(Exercise data begins)
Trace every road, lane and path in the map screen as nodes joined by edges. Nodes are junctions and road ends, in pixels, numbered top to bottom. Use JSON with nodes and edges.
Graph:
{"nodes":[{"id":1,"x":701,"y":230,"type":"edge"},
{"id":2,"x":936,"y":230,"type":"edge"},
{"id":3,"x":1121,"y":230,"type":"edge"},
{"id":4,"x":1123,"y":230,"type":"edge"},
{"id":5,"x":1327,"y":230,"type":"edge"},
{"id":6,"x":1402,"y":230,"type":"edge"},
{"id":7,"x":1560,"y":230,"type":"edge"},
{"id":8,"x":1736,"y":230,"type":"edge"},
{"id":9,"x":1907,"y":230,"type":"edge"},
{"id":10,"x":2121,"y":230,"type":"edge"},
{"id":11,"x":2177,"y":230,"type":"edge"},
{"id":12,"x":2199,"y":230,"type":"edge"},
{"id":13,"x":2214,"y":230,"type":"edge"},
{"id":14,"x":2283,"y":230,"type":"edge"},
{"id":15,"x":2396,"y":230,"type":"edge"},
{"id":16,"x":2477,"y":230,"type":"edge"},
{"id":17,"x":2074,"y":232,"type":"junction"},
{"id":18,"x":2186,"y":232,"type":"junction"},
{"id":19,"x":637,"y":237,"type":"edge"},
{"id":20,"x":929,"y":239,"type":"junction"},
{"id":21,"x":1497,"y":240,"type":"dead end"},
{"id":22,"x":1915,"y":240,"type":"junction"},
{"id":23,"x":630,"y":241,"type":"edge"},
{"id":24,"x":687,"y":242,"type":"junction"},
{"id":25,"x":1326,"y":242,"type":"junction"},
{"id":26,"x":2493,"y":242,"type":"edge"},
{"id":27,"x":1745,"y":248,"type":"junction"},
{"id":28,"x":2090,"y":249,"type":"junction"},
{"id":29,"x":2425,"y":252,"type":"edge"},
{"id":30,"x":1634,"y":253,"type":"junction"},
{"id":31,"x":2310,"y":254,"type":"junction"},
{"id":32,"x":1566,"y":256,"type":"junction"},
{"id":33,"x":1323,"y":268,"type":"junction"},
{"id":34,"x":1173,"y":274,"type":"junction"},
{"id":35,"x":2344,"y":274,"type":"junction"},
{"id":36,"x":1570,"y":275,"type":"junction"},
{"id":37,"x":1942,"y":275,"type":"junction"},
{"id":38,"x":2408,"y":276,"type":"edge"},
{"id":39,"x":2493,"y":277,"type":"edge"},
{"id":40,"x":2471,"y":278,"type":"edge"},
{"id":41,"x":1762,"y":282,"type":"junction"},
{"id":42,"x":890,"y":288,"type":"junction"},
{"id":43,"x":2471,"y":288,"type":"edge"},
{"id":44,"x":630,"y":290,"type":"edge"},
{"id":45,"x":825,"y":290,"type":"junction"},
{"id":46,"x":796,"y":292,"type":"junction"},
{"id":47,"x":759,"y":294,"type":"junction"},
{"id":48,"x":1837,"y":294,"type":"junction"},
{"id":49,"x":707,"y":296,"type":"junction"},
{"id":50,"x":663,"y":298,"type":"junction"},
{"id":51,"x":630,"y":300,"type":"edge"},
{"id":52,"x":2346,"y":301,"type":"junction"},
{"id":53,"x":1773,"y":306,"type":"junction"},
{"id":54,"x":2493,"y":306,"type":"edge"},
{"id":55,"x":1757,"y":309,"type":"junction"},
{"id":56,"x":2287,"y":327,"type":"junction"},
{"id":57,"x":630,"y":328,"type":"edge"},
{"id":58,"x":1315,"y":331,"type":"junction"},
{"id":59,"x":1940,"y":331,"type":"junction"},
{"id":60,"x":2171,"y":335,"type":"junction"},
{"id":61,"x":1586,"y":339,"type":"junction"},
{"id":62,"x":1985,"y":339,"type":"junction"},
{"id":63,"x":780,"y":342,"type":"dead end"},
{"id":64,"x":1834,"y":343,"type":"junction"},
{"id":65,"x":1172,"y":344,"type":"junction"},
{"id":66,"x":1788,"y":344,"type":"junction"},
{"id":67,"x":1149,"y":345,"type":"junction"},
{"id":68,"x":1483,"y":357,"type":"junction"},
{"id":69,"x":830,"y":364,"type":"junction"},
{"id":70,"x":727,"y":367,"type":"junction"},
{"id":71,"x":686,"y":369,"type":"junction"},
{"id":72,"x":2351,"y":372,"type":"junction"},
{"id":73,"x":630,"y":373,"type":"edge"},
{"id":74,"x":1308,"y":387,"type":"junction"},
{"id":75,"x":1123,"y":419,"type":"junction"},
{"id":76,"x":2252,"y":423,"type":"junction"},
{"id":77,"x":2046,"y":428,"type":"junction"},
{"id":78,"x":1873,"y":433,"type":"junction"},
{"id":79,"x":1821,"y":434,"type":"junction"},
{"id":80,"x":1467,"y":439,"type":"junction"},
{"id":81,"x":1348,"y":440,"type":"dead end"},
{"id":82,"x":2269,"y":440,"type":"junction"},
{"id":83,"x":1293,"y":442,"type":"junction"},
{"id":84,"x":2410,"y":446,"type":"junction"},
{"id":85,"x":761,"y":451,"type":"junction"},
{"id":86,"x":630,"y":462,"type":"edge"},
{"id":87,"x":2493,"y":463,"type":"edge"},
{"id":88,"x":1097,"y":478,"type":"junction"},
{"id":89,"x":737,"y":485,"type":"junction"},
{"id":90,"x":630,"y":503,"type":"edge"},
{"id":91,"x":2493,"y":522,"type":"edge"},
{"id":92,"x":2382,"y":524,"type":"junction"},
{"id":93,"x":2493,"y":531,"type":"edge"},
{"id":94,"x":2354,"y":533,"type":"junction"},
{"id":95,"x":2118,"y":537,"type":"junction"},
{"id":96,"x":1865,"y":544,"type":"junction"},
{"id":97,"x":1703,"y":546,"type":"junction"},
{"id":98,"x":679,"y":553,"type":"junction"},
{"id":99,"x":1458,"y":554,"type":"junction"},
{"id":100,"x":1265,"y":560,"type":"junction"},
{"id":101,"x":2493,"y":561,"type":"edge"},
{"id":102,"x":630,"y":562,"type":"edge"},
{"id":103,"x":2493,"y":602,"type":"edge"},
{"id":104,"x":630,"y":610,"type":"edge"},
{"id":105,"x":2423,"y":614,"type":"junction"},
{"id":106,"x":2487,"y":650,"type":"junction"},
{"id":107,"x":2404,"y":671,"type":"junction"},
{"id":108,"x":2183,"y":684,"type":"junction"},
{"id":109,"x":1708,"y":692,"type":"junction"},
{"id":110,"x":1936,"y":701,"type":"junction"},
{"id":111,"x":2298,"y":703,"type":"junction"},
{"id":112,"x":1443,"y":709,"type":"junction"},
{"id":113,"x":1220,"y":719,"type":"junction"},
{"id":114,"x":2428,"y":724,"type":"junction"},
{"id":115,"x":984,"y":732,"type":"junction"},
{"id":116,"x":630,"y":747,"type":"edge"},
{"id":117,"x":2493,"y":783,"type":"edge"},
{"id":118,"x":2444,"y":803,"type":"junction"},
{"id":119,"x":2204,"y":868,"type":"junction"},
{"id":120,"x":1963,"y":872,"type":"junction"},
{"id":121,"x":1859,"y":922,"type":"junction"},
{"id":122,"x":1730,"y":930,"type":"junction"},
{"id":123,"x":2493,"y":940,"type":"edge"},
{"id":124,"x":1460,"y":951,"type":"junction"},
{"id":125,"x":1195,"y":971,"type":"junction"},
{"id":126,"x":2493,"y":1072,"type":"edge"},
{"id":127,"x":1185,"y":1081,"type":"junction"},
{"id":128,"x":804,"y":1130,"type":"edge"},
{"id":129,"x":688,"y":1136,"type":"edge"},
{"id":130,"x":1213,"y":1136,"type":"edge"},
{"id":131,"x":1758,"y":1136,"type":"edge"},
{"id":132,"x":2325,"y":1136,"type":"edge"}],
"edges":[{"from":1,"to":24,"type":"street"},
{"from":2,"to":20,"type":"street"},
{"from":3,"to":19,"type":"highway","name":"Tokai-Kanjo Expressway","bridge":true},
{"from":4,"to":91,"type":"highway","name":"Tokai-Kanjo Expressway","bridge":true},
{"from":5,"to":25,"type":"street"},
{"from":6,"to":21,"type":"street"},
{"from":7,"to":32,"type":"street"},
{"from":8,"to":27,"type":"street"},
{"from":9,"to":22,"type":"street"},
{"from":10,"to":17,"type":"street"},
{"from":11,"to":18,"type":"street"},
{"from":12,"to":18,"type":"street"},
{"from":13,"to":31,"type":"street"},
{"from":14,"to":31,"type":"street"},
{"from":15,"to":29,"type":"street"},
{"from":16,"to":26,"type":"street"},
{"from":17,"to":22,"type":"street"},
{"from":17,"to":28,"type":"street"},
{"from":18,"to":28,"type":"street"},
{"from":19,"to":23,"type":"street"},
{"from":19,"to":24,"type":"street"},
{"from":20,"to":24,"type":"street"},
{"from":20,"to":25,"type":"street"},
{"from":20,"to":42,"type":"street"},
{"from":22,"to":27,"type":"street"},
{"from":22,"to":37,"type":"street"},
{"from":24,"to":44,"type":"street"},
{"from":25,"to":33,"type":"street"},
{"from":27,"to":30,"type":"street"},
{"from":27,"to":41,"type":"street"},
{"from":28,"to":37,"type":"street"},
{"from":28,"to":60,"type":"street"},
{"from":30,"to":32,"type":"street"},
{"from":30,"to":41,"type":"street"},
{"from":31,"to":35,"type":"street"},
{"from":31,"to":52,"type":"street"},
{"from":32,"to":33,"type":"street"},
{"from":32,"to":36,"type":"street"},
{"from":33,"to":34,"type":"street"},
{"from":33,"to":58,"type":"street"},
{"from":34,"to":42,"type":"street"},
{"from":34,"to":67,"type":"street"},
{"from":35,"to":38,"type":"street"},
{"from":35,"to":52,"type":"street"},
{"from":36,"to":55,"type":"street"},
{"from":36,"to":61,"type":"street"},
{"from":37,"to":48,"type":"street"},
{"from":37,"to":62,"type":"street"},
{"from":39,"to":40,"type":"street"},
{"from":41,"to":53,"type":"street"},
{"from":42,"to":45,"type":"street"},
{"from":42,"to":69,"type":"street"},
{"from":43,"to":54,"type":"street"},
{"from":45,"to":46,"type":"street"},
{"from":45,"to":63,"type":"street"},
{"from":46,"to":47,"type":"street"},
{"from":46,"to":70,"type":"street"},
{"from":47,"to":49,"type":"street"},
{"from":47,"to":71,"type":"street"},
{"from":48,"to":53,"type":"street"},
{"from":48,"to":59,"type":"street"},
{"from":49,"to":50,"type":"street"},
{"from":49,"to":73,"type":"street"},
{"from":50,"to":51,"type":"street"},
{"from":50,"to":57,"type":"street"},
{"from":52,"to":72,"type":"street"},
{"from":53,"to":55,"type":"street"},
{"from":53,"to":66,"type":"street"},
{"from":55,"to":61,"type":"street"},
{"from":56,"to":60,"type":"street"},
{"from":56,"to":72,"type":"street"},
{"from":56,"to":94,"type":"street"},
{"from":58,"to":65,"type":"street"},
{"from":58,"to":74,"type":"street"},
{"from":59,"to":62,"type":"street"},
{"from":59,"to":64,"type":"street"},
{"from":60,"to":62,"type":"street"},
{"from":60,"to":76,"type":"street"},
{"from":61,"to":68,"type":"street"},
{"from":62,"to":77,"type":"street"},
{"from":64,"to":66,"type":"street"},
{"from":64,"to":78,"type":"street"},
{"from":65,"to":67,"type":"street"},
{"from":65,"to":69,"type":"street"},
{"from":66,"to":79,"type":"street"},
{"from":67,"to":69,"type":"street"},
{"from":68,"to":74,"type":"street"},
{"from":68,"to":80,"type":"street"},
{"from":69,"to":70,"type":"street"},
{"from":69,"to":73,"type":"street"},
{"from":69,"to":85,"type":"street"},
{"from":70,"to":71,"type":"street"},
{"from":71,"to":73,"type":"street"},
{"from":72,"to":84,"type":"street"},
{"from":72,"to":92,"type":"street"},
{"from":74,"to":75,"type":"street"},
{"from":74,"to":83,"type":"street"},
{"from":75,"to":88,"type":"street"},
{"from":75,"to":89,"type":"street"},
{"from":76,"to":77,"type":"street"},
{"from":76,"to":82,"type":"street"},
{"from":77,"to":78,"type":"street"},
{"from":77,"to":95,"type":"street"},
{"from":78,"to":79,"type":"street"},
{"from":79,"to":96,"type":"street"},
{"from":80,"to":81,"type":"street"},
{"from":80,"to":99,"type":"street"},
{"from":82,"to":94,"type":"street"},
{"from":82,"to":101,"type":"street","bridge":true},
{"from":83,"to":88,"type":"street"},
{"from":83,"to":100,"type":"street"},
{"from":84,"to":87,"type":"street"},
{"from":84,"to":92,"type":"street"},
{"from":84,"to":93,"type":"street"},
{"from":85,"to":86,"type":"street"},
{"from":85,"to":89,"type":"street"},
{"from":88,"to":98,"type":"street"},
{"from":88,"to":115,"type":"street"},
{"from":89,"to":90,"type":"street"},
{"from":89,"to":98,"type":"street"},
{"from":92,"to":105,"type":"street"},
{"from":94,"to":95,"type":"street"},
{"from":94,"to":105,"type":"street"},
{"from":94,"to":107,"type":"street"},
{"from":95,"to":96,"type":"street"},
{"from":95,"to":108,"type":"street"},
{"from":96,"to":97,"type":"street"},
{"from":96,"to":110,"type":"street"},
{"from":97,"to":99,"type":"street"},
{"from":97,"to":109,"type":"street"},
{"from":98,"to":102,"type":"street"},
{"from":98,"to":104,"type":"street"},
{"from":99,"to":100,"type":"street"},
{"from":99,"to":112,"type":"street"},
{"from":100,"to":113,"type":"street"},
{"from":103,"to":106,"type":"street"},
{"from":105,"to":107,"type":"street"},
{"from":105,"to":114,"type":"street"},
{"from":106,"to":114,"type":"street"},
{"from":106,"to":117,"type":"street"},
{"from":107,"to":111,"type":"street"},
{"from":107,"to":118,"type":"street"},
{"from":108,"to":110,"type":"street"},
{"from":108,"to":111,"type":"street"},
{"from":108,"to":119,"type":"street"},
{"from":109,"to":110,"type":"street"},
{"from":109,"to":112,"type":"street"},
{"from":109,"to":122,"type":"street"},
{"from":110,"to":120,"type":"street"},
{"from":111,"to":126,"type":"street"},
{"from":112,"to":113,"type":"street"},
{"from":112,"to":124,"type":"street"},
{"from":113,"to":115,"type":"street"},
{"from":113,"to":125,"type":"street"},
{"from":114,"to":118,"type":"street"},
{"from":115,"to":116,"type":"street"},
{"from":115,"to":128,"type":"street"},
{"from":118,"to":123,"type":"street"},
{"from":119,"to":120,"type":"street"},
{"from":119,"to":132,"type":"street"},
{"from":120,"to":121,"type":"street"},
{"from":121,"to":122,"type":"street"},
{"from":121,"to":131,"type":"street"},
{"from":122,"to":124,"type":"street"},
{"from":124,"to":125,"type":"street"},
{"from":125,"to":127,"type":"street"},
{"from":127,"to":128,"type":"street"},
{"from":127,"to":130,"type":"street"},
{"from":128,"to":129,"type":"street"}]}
(Exercise data ends)
◆ Your assignment ◆
Count every line of the listing holding the string "name". Reply with the total alone.

◆ Solution to this exercise ◆
2